Another brainy paper

It has been a good month with another paper published last week. This one “Brain Reconstruction Across the Fish-Tetrapod Transition; Insights From Modern Amphibians” forms part of a special research topic in the Frontiers in Ecology & Evolution journal on soft tissue reconstruction (you guessed it!) over the fish-tetrapod transition.

I was very happy, along with my co-authors, to contribute to this special issue. My co-authors included Flinders PhD candidate, Corinne Mensforth, Dr Tom Challands from the University of Edinburgh in the UK, Prof. Shaun Collin from La Trobe University (Victoria, Australia) and Prof. John Long, also from Flinders University.

In this work we looked at the relationship between the brain and it’s “endocast” in some amphibians (frogs and caecilians), to compare with earlier work on lungfish and salamanders. The endocast is a cast or mould of the internal space of a hollow structure, in this case, the space inside the skull that usually houses the brain in life.

We did this to try and better inform our interpretation of fossil endocasts when the soft parts of the brain haven’t been preserved and only the hard, bony parts remain. I also wrote an article for The Conversation about this research, so if you’d like to know more please CLICK HERE!

Brains (pink) and endocasts (grey) of lobe-finned fish and amphibians.

New paper on fossil limb bones and bone marrow

We had a paper published today in the journal, eLife. The article, “New light shed on the early evolution of limb-bone growth plate and bone marrow” was written by an international team of researchers from Uppsala University in Sweden (Sophie Sanchez, Jordi Estefa, Grzegorz Niedźwiedzki), the European Synchrotron Radiation Facility in France (Paul Tafforeau, Camille Berruyer), Comenius University in Bratislava, Slovakia (Jozef Klembara), and of course, Flinders University in Australia (that’s me!)

Do you know where in the body your red blood cells are produced? For most of us, this occurs in the bone marrow within our “long bones” (in our arms and legs). But what about animals without arms and legs, like fish? They tend to produce blood cells (in a process known as haematopoiesis) in other body organs, such as their kidney or liver. This raises the question: at which point in evolution did blood cell production shift from body organs into long bones?

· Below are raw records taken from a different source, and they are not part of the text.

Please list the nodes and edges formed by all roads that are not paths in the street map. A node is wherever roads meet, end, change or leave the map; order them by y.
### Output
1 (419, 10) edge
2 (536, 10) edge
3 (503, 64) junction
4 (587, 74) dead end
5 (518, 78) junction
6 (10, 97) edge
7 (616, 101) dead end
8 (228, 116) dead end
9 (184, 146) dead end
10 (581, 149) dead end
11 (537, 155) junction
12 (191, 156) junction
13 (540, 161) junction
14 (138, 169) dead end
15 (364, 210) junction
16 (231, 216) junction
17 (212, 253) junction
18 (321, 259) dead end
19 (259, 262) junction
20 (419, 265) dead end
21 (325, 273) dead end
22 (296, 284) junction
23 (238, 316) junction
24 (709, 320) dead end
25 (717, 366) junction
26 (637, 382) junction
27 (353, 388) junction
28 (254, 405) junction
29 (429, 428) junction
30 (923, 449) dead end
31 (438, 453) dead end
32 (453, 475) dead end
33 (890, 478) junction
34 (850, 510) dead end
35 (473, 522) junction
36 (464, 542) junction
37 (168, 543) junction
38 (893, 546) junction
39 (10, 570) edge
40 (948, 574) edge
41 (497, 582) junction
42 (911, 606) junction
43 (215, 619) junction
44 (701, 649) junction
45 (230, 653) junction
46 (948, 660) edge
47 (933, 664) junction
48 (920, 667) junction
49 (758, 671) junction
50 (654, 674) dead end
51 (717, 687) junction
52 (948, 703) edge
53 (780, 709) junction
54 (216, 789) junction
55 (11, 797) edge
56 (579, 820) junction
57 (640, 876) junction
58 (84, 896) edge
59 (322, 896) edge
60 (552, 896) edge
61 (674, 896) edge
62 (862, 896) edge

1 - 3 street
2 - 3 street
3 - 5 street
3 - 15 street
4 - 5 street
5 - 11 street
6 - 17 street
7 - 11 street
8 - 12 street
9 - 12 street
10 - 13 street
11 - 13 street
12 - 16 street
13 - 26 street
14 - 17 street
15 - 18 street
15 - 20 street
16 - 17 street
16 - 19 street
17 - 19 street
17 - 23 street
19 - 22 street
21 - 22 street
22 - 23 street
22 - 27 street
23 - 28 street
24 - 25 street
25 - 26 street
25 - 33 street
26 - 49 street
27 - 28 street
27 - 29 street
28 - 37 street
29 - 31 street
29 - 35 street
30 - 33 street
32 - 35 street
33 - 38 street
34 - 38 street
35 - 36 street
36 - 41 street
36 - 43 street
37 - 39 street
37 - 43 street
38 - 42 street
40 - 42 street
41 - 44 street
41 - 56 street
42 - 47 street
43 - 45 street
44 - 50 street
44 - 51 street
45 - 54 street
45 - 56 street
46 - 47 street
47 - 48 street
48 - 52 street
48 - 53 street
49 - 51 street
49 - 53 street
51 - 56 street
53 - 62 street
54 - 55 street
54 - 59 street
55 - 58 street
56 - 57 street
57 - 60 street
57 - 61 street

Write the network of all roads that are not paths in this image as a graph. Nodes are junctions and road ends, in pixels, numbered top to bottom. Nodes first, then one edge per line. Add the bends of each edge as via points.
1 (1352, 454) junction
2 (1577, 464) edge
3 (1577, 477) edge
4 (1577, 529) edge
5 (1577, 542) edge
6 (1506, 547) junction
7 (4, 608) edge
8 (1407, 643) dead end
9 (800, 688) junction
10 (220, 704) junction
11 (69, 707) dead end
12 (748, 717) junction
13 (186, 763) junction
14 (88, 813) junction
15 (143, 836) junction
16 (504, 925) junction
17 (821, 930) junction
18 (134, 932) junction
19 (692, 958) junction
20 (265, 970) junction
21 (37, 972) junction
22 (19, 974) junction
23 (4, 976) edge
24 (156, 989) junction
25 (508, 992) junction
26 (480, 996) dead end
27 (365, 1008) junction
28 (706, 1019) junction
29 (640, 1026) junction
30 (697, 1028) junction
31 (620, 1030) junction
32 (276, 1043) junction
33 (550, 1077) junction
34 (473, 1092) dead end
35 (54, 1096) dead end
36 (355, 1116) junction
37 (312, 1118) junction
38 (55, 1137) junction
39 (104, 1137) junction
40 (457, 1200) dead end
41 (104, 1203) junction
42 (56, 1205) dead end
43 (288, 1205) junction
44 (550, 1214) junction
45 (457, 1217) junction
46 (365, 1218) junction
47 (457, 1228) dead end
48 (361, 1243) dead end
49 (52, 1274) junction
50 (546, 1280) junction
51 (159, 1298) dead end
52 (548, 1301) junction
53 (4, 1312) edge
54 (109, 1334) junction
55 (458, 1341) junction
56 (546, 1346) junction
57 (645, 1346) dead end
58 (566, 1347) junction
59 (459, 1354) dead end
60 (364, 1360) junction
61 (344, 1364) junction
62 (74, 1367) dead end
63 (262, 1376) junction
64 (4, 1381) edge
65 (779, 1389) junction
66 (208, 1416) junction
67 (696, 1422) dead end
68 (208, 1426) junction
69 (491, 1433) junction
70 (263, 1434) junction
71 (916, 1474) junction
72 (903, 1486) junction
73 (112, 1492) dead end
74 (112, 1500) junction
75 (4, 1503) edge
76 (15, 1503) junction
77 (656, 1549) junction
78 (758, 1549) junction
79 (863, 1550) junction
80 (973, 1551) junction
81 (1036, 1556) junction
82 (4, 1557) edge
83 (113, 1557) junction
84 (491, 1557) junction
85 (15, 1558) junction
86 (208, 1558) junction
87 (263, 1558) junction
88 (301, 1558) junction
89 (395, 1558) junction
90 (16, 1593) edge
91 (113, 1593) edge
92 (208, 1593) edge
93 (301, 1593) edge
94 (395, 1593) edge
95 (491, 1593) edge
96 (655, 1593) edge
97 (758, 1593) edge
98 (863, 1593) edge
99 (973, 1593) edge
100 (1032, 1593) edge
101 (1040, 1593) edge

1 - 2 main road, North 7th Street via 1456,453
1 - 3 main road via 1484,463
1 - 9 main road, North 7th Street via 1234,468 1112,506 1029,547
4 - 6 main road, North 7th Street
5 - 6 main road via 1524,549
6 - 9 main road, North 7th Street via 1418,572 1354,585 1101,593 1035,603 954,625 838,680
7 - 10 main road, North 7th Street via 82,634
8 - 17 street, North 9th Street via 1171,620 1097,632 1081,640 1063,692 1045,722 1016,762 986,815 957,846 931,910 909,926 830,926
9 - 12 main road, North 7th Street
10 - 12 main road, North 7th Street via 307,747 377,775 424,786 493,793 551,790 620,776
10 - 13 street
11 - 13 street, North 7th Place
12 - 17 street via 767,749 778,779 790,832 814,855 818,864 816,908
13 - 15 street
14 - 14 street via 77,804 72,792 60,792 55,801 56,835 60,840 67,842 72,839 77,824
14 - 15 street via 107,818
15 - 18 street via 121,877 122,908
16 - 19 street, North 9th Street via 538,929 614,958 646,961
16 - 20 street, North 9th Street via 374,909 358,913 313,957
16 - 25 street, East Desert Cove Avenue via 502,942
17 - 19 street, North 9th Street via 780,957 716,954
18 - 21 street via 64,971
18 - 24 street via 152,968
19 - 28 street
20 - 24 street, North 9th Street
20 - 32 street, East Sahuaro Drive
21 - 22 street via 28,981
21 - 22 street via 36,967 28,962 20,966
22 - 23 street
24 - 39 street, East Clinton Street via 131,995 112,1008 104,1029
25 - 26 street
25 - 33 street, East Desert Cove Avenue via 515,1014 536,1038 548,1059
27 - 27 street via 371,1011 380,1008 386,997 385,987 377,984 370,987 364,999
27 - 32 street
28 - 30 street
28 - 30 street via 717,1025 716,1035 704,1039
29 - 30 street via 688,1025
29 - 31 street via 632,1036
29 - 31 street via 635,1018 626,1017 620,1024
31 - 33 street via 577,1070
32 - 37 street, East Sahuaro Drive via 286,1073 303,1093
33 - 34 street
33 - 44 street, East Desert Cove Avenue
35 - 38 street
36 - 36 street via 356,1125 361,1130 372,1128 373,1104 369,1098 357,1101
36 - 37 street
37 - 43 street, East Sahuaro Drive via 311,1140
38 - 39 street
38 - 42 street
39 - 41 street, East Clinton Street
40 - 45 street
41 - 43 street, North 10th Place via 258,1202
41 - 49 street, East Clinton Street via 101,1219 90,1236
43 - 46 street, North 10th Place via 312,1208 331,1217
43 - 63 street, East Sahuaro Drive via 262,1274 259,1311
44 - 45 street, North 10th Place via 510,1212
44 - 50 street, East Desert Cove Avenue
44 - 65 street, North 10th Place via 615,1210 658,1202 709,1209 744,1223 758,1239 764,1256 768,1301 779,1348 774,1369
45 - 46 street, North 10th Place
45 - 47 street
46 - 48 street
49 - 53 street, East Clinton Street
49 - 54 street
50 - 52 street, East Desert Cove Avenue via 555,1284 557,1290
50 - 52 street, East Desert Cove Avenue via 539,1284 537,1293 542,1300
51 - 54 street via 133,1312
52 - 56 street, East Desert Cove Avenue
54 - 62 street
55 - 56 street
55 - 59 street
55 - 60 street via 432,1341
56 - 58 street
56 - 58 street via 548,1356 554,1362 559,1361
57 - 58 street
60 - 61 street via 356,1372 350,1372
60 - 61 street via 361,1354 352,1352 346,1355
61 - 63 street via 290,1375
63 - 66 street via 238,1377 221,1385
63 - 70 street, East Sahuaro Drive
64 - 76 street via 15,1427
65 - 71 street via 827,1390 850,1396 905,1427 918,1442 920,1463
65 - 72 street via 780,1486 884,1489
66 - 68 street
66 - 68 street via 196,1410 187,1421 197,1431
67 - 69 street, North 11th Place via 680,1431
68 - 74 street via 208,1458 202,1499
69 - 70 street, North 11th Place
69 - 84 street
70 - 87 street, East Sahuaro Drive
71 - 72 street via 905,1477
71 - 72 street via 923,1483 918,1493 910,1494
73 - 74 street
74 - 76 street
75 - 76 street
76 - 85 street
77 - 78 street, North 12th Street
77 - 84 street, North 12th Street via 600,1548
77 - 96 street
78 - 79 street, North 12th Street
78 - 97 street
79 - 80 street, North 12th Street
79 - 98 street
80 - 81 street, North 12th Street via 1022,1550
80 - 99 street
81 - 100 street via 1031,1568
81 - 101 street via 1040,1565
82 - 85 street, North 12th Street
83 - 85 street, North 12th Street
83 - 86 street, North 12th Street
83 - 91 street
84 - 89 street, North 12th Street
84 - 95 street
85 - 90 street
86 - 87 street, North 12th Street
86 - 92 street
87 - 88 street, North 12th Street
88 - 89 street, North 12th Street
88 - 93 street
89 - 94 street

How tetrapods acquired new bone characteristics as they transitioned from water to land.
Image from article by Holly Woodward:

Some researchers thought this might have occurred in the bones of the earliest backboned animals to evolve limbs (yes, you guessed it, we are talking about early tetrapods again!) before they moved from water onto land. To test this hypothesis, my good friend and colleague, virtual palaeohistology queen Dr Sophie Sanchez, together with PhD student Jordi Estefa, led this investigation into the microarchitecture of animals spanning the fish-tetrapod transition (stem-tetrapods, batrachians, and amniotes).

Classical histology, as well as three-dimensional synchrotron virtual histology, was used to identify which animals had humeri (upper arm bones) with an internal organization that would enable blood cells to be produced (similar to what we see in living reptiles and mammals). The earliest animals we investigated with open marrow cavities where haematopoiesis could have occurred, are 300 million-year-old stem amniotes called Seymouria and Discosauriscus. Contrary to previous hypotheses, this is significantly (at least ~60-70 million years) later than the first tetrapods that evolved limbs and crawled out of water and onto land!

Left: The 380-million-year-old lobe-finned fish, Eusthenopteron upper arm bone (humerus) has marrow processes forming a simple enclosed mesh of tubular structures that probably only served for the elongation of the bone. 
Right: The 300-million-year-old tetrapod, Discosauriscus, upper arm bone (humerus). Discosauriscus has marrow processes forming a complex mesh of tubular structures and small cavities that open up onto the large empty medullary cavity at midshaft, where a centralized blood-vessel mesh could allow the production of blood cells.